After the fires - staying with compassion

Updated: Feb 25, 2020

I don’t think I was alone in feeling overwhelmed with grief, horror and helplessness watching the bushfires during the summer of 2019/2020 on the South Coast of NSW Australia and in other areas. Our communities and newsfeeds were full of flames and devastation.


This is what I remember:


  • the photo of the burnt kangaroo on the fence

  • the dead birds of Mallacoota

  • the video footage of the fire storm and the fire fighters caught in it

  • koalas drinking from human hands

  • day after day of smoke filled cities


I felt at the time that in the direct aftermath of the fires, as people's shock turned to anger that something was changing - that the voices of opposition against the inaction of governments and environmentally destructive companies and policies - were getting louder. A change was a'coming.

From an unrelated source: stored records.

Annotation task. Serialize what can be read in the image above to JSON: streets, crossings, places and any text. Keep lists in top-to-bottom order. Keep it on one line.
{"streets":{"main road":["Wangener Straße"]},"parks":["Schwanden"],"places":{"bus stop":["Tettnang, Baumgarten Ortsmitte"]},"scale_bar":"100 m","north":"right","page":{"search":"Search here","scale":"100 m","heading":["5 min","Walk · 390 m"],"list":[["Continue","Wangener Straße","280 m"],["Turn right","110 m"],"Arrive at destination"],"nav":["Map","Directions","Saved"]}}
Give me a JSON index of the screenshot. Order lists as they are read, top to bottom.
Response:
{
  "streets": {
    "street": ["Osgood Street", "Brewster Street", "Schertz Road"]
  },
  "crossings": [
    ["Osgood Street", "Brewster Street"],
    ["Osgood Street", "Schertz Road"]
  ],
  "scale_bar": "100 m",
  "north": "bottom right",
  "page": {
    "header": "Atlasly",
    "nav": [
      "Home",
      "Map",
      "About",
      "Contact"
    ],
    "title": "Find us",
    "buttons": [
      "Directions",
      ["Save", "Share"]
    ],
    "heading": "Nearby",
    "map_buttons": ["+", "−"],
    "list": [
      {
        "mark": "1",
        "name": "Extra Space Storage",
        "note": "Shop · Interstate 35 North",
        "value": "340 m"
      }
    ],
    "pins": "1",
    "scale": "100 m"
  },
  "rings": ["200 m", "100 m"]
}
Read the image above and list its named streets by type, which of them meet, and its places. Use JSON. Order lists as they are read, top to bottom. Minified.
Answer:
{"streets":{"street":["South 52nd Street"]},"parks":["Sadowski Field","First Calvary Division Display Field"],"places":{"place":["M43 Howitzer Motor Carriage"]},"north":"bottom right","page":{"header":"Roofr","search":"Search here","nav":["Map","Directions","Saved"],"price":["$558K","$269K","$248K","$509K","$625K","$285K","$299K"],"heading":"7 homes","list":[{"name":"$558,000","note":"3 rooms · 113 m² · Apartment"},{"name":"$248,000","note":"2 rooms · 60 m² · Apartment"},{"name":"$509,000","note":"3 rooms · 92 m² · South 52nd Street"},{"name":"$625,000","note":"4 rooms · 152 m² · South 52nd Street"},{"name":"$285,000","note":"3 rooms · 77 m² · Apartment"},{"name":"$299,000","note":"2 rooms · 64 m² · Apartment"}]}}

So many people donating, protesting, helping where they could. And this is still happening in the communities most affected by the fires - community meetings, loss and grief work, people rebuilding their lives. In other places though, I wonder - are the voices of outrage fading? How do we maintain the momentum - the demand that our government take stronger action on climate change - when as the affected communities heal and our newsfeeds roll on with other catastrophes it seems natural to turn back to our own problems?


Coming back to life


“The most remarkable feature of this historical moment on Earth is not that we are on our way to destroying the world - that’s been going on for some time - it’s that we are beginning to wake up - as from a Millenia long sleep, to a whole new relationship to our world”.

This quote is from the excellent book Coming back to life’ by Joanna Macy and Molly Brown.

It’s about the suffering and destruction of the natural world and how humans deal with it - and don't deal with it. It offers a clue into what we can do with our emotions - how we can participate in the great turning - instead of the great forgetting.


Who's responsible?


In a recent ABC News article about accountability and responsibility for climate change, a friend asked about his own responsibility for the current state of the world: “Am I responsible for flying to the UK last year? for eating meat? for driving a car? for not protesting forest clearance? for not joining a political party?"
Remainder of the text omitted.